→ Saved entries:
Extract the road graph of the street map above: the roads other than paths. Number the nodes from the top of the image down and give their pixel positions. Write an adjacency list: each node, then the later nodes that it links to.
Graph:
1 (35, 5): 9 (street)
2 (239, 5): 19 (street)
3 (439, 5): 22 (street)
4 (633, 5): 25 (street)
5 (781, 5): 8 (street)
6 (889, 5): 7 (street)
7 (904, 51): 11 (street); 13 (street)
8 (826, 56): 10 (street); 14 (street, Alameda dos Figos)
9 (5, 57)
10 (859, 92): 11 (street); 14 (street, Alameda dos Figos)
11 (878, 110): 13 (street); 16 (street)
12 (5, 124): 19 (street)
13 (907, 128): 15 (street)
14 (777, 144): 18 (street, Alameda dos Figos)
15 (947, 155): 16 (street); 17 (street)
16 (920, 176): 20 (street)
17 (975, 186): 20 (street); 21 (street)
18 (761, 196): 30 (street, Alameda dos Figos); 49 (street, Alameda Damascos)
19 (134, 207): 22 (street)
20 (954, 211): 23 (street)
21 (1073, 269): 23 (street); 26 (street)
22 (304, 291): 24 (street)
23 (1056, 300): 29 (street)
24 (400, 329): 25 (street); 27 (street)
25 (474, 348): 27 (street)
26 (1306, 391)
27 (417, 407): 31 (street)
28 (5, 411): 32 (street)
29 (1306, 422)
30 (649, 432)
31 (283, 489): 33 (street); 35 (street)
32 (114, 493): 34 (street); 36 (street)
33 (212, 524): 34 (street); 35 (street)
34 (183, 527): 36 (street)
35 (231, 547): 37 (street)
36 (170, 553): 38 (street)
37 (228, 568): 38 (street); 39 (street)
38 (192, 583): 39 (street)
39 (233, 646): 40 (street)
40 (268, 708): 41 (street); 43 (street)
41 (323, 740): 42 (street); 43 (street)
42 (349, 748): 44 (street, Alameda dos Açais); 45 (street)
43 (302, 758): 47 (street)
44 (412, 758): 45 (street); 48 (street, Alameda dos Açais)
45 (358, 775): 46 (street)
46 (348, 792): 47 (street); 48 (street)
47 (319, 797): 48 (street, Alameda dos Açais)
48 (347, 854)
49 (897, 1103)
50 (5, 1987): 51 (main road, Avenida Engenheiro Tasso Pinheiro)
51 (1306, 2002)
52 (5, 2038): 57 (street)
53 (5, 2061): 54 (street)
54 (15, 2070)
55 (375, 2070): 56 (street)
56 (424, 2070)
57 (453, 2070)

→ What to work on: Those lines of the records that contain the string "road" should be identified and copied.

→ Expected answer:
Extract the road graph of the street map above: the roads other than paths. Number the nodes from the top of the image down and give their pixel positions. Write an adjacency list: each node, then the later nodes that it links to.
50 (5, 1987): 51 (main road, Avenida Engenheiro Tasso Pinheiro)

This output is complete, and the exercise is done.